## Data for this task
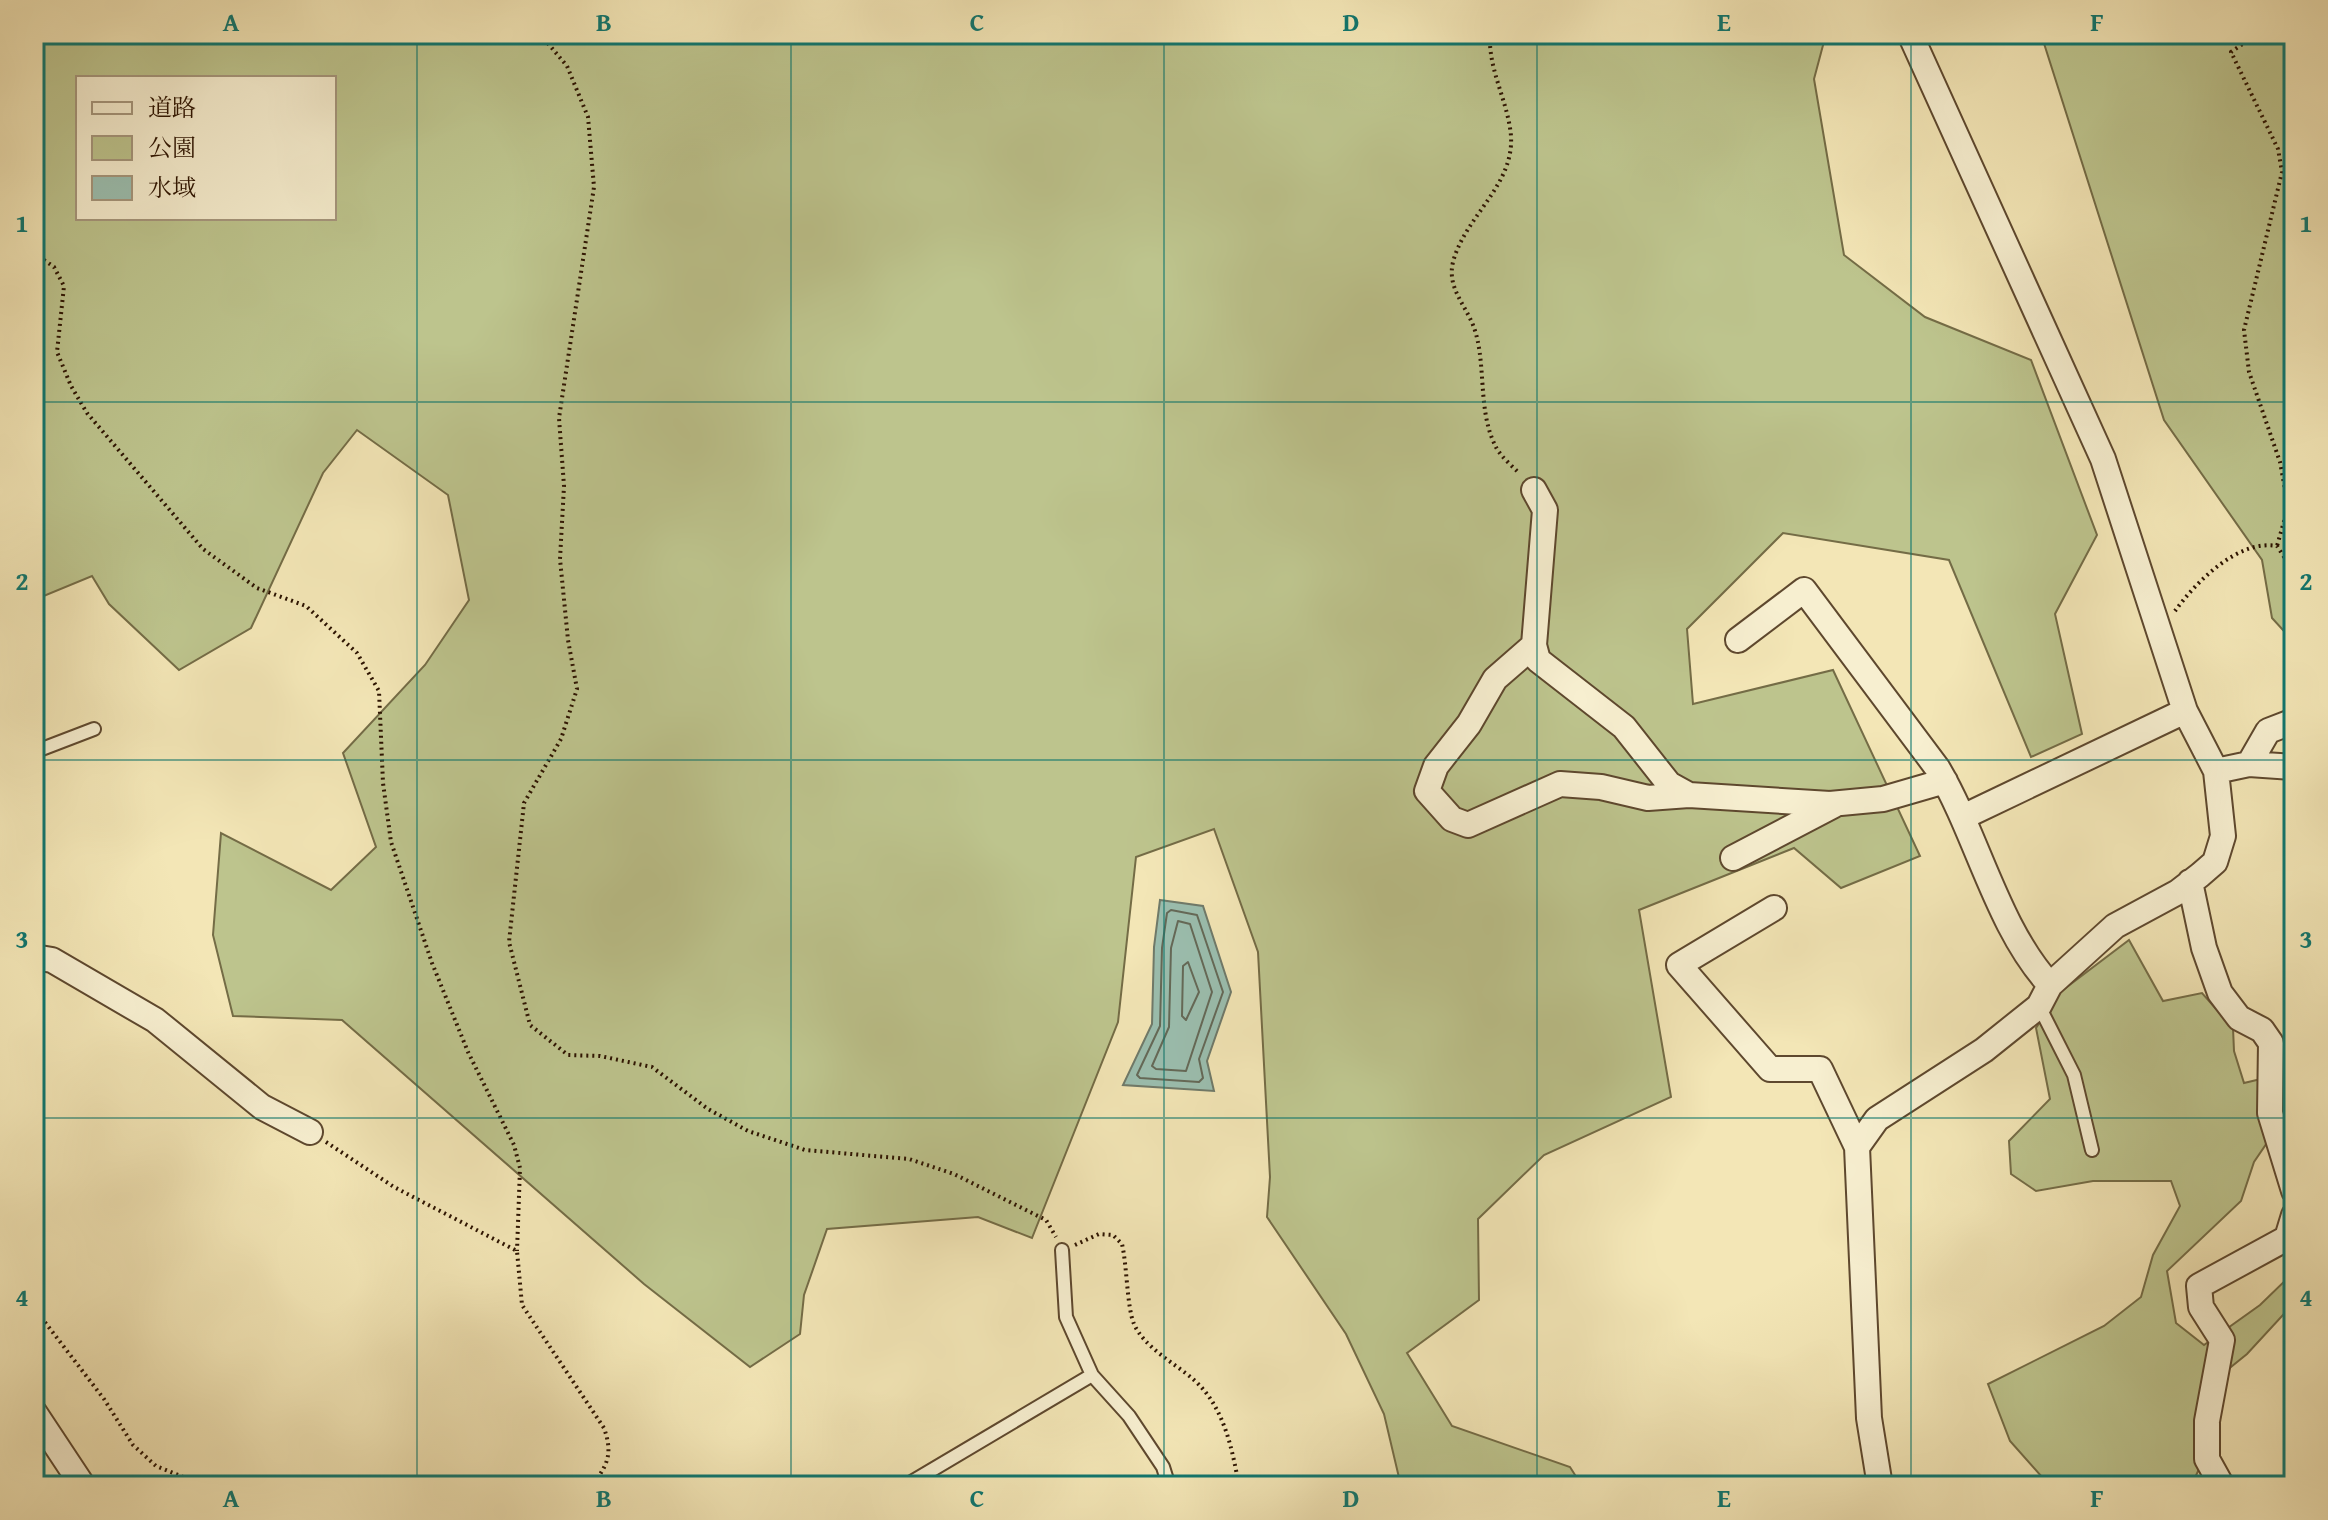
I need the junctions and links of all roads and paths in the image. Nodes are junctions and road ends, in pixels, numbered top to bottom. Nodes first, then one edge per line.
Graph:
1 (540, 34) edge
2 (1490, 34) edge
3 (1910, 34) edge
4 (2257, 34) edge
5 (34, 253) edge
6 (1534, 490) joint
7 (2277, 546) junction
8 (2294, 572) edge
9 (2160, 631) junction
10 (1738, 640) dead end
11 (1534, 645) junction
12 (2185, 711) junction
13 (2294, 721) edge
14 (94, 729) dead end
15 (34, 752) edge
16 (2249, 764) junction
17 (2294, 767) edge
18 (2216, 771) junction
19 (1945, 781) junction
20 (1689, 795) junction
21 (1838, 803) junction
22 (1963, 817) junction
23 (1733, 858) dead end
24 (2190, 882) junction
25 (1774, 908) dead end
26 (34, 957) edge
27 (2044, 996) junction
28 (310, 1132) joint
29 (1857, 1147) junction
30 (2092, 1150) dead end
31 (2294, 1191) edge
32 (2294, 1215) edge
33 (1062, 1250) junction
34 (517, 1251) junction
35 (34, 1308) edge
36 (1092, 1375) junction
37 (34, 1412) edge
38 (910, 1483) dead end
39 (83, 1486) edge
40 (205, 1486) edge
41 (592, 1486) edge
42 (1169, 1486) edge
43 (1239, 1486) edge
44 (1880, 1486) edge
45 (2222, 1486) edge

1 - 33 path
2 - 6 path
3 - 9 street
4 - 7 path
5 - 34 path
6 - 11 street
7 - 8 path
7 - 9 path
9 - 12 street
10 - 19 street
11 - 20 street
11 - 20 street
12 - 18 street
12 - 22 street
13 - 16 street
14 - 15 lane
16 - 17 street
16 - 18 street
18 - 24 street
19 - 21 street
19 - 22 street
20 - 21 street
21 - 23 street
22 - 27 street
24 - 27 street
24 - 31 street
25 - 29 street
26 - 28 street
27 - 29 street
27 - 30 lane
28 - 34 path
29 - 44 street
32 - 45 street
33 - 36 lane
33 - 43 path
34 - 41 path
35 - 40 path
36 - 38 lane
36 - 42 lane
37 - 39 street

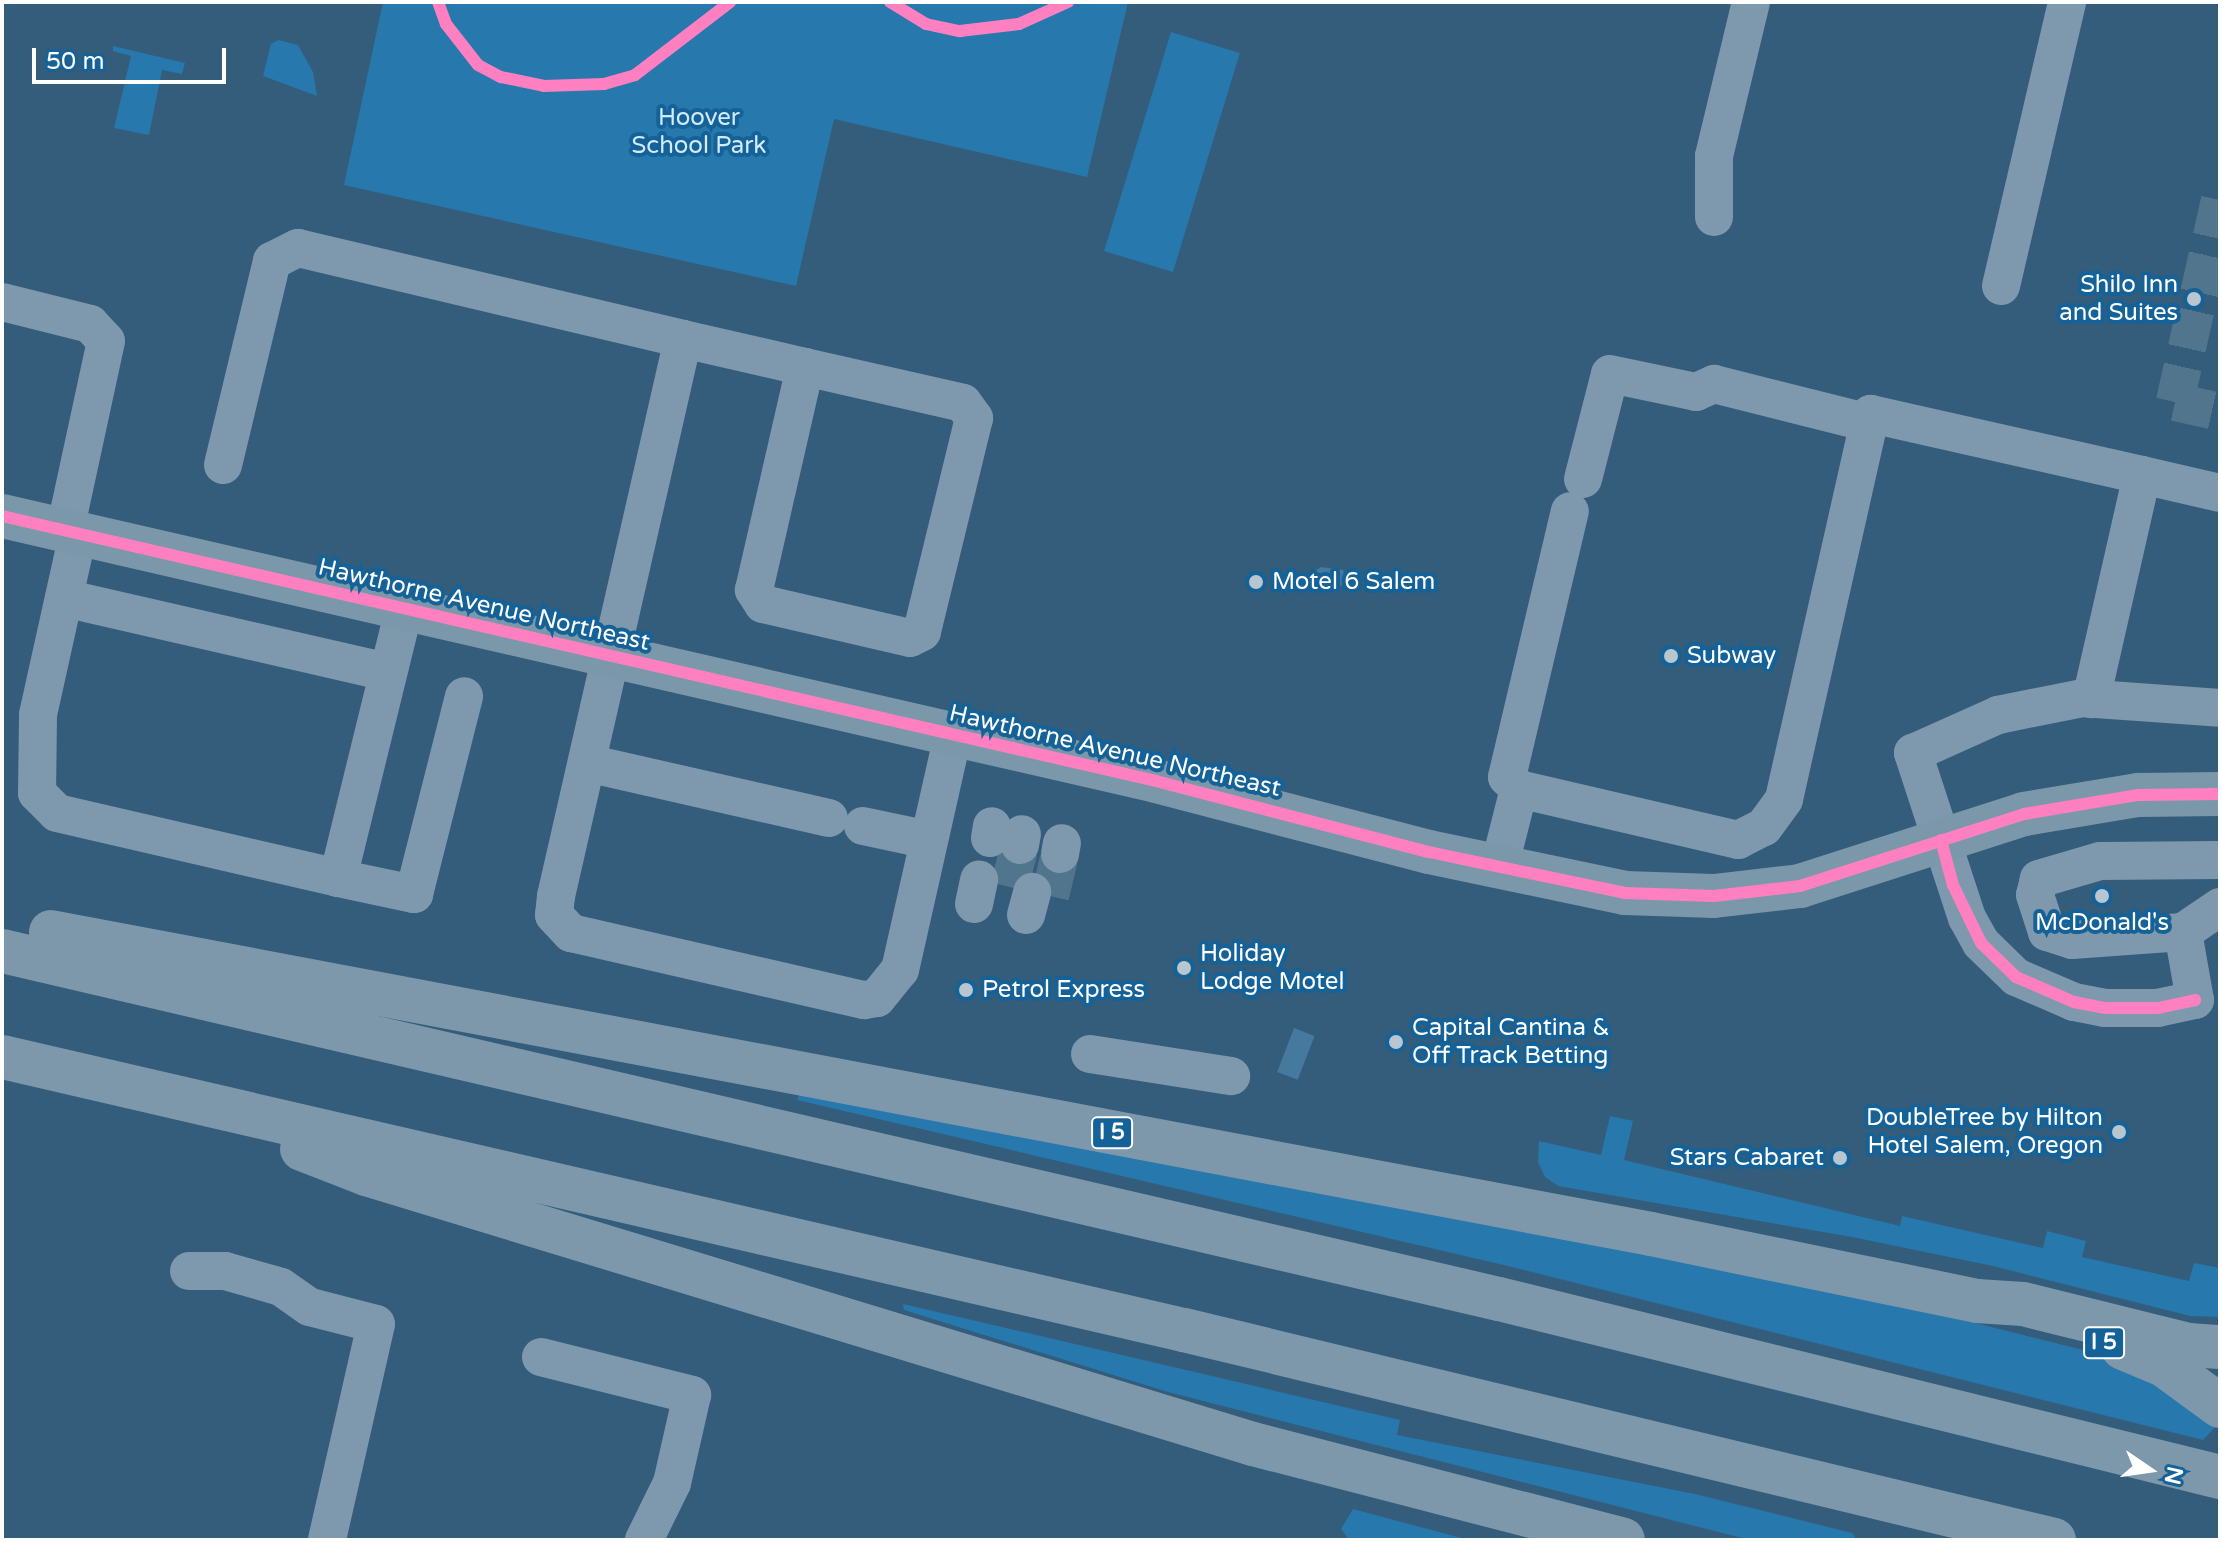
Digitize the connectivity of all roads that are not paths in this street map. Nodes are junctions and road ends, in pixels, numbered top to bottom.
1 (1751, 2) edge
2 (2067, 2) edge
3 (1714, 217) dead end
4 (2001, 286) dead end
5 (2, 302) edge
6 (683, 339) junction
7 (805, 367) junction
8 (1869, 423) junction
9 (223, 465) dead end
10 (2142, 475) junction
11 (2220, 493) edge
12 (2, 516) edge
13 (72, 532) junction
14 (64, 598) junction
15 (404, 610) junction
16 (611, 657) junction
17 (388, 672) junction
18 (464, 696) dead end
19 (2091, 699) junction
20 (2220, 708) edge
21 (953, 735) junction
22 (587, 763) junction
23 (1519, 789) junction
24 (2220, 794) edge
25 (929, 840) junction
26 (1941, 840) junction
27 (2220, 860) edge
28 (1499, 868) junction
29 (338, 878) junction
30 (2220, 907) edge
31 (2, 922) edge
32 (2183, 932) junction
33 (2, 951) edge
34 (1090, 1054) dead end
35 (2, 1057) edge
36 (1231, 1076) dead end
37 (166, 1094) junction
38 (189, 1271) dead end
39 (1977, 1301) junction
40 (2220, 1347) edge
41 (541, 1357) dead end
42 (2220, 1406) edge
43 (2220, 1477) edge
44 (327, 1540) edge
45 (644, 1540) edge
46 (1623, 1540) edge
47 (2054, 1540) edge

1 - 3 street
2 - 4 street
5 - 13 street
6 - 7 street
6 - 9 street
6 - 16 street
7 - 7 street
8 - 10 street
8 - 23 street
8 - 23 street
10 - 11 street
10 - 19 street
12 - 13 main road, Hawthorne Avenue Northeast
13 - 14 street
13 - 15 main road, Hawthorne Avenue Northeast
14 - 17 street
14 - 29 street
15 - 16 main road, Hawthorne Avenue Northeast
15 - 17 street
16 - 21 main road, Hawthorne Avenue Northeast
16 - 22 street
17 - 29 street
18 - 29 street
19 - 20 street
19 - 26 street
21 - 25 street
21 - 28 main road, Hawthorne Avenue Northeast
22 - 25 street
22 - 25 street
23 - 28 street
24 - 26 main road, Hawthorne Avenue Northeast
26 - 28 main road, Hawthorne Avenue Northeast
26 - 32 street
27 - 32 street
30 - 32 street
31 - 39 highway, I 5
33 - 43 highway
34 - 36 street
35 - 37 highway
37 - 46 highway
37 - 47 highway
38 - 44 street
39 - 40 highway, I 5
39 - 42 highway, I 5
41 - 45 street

## Activity
Look through the entries above for the word "Nodes". Copy every line where it shows up.

## Result below
I need the junctions and links of all roads and paths in the image. Nodes are junctions and road ends, in pixels, numbered top to bottom. Nodes first, then one edge per line.
Digitize the connectivity of all roads that are not paths in this street map. Nodes are junctions and road ends, in pixels, numbered top to bottom.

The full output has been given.